Part 5: Stage 1 -- Configuration
Part 5: Stage 1 -- Configuration¶
All configurable values live in one cell. This is the first rule of pipeline design. If a value appears in more than one place, it will eventually be inconsistent.
Add a markdown cell:
Then add this code cell:
import json
from datetime import date
# -----------------------------------------------------------------------
# Unity Catalog coordinates
# -----------------------------------------------------------------------
# CATALOG: the top-level container. In Databricks Free Edition, you may
# only have access to a catalog called "main" or "hive_metastore".

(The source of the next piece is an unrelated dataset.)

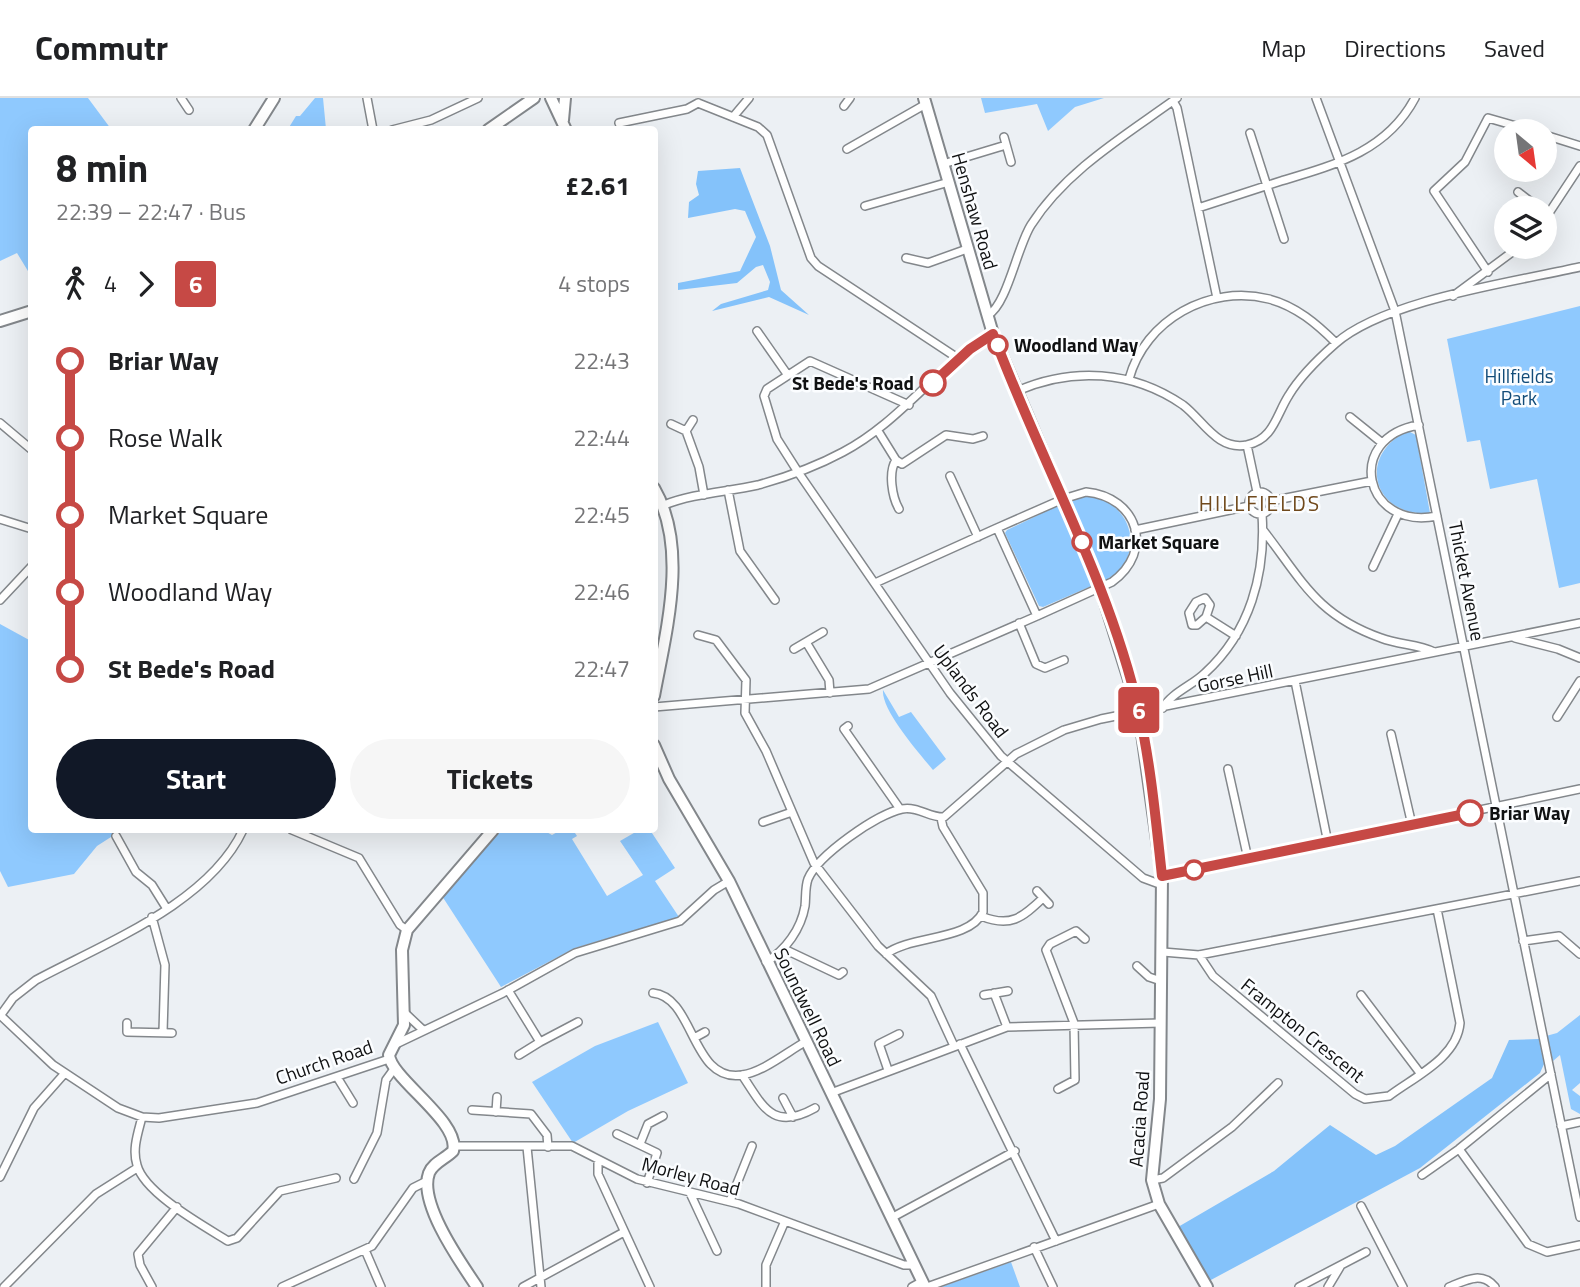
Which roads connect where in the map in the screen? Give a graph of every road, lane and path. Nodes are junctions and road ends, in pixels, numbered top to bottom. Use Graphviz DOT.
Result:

# Change this to match your Databricks environment.
CATALOG = "main"
# SCHEMA: the database within the catalog. Name it by review cycle, not
# version number. "motor_q2_2026" tells you exactly when and what.
# "motor_v3" tells you nothing about when it was run.
SCHEMA = "motor_q2_2026"
# TABLES: all table names in one dictionary. Change a name here; it
# changes everywhere. Never hard-code a table name twice.
TABLES = {
"raw": f"{CATALOG}.{SCHEMA}.raw_policies",
"features": f"{CATALOG}.{SCHEMA}.features",
"freq_predictions": f"{CATALOG}.{SCHEMA}.freq_predictions",
"conformal_intervals": f"{CATALOG}.{SCHEMA}.conformal_intervals",
"rate_change": f"{CATALOG}.{SCHEMA}.rate_action_factors",
"efficient_frontier": f"{CATALOG}.{SCHEMA}.efficient_frontier",
"pipeline_audit": f"{CATALOG}.{SCHEMA}.pipeline_audit",
}
# -----------------------------------------------------------------------
# Model and pipeline parameters
# -----------------------------------------------------------------------
LR_TARGET = 0.72 # Loss ratio target for rate optimisation
VOLUME_FLOOR = 0.97 # Minimum portfolio volume retention
CONFORMAL_ALPHA = 0.10 # 1 - alpha = 90% coverage intervals
N_OPTUNA_TRIALS = 20 # Increase to 40 for production runs
# -----------------------------------------------------------------------
# Run identification
# -----------------------------------------------------------------------
RUN_DATE = str(date.today())
print(f"Run date: {RUN_DATE}")
print(f"Catalog / schema: {CATALOG}.{SCHEMA}")
print(f"Loss ratio target: {LR_TARGET:.0%}")
print(f"Conformal alpha: {CONFORMAL_ALPHA}")
print(f"Optuna trials: {N_OPTUNA_TRIALS}")
print("\nTable names:")
for k, v in TABLES.items():
print(f" {k:<25} {v}")
What you should see: A clean print of all configuration values. If any table name looks wrong, fix it here before running any subsequent stage.
A note on Unity Catalog¶
Unity Catalog is Databricks' governance layer for data assets. It uses a three-part naming convention: catalog.schema.table. The catalog is the top-level container -- in an enterprise environment it might be called pricing or insurance. The schema is a logical grouping within the catalog -- we name it by review cycle. The table is the individual data asset.
In Databricks Free Edition, you may only have access to a legacy metastore called hive_metastore. In that case, your table names are two-part: schema.table. Change CATALOG = "main" to CATALOG = "hive_metastore" and adjust the TABLES dictionary accordingly. The rest of the pipeline runs identically either way.
The reason we use Unity Catalog for pricing is audit. Unity Catalog logs every read and write to every table. Combined with Delta's version history, you can reconstruct what data was read by any pipeline run on any date in the past. For Consumer Duty compliance, this is not optional -- you need to be able to demonstrate, three years later, what data informed a specific pricing decision.
Create the schema¶
The schema must exist before you can write to it. Run this in a new cell:
# Note: CREATE CATALOG requires a paid Databricks workspace.
# On Databricks Free Edition, the catalog is already created for you.
# If you are using the Free Edition, comment out the CREATE CATALOG line
# and set CATALOG = "hive_metastore" in the configuration cell above.
if CATALOG != "hive_metastore":
spark.sql(f"CREATE CATALOG IF NOT EXISTS {CATALOG}")
spark.sql(f"CREATE SCHEMA IF NOT EXISTS {CATALOG}.{SCHEMA}")
print(f"Schema {CATALOG}.{SCHEMA} ready.")
If you are using Databricks Free Edition, set CATALOG = "hive_metastore" in the configuration cell above. The legacy metastore does not support CREATE CATALOG -- it already exists and is always available.